[[ SOURCE MATERIAL, beginning ]]

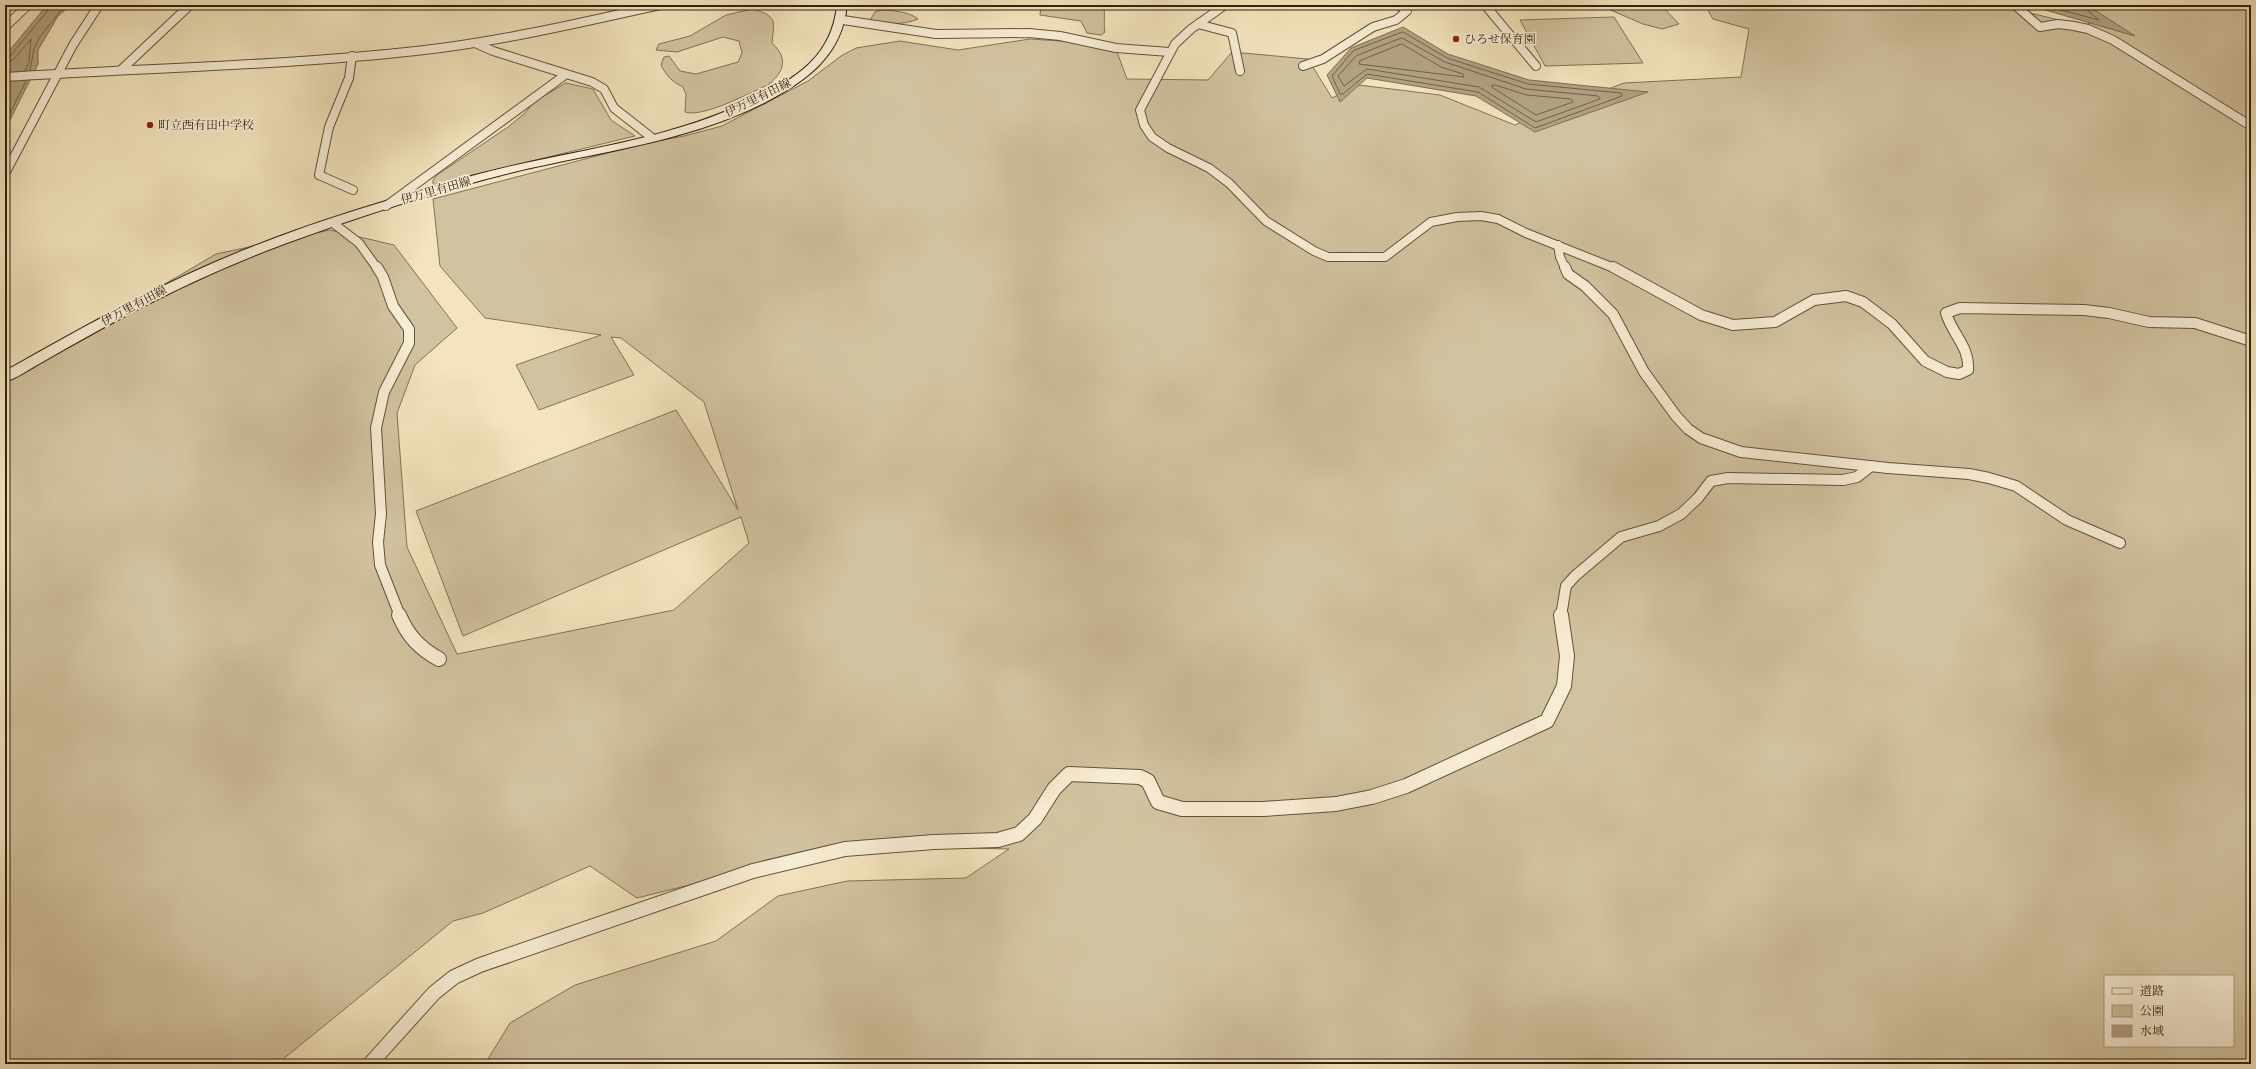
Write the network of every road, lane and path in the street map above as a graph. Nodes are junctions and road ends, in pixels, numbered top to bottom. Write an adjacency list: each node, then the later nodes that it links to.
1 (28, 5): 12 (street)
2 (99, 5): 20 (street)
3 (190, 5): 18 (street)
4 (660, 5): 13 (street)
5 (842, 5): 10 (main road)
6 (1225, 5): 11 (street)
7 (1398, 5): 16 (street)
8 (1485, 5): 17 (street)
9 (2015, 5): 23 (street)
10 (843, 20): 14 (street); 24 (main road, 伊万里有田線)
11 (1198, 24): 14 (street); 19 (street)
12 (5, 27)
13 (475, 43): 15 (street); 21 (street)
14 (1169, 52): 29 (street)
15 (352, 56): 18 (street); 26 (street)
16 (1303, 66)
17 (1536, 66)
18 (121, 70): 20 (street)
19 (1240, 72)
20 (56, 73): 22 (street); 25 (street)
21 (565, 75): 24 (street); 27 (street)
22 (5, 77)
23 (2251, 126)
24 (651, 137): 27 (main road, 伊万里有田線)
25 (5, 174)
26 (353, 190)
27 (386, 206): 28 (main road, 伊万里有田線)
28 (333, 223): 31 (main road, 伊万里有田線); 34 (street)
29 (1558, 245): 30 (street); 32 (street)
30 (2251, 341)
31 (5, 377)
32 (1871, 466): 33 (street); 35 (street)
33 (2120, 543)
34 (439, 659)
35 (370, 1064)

[[ SOURCE MATERIAL, end ]]

## [WHAT THIS TASK INVOLVES]
Type the listing out again word for word, passing over each picture.

## [SOLUTION TO THE EXERCISE]
Write the network of every road, lane and path in the street map above as a graph. Nodes are junctions and road ends, in pixels, numbered top to bottom. Write an adjacency list: each node, then the later nodes that it links to.
1 (28, 5): 12 (street)
2 (99, 5): 20 (street)
3 (190, 5): 18 (street)
4 (660, 5): 13 (street)
5 (842, 5): 10 (main road)
6 (1225, 5): 11 (street)
7 (1398, 5): 16 (street)
8 (1485, 5): 17 (street)
9 (2015, 5): 23 (street)
10 (843, 20): 14 (street); 24 (main road, 伊万里有田線)
11 (1198, 24): 14 (street); 19 (street)
12 (5, 27)
13 (475, 43): 15 (street); 21 (street)
14 (1169, 52): 29 (street)
15 (352, 56): 18 (street); 26 (street)
16 (1303, 66)
17 (1536, 66)
18 (121, 70): 20 (street)
19 (1240, 72)
20 (56, 73): 22 (street); 25 (street)
21 (565, 75): 24 (street); 27 (street)
22 (5, 77)
23 (2251, 126)
24 (651, 137): 27 (main road, 伊万里有田線)
25 (5, 174)
26 (353, 190)
27 (386, 206): 28 (main road, 伊万里有田線)
28 (333, 223): 31 (main road, 伊万里有田線); 34 (street)
29 (1558, 245): 30 (street); 32 (street)
30 (2251, 341)
31 (5, 377)
32 (1871, 466): 33 (street); 35 (street)
33 (2120, 543)
34 (439, 659)
35 (370, 1064)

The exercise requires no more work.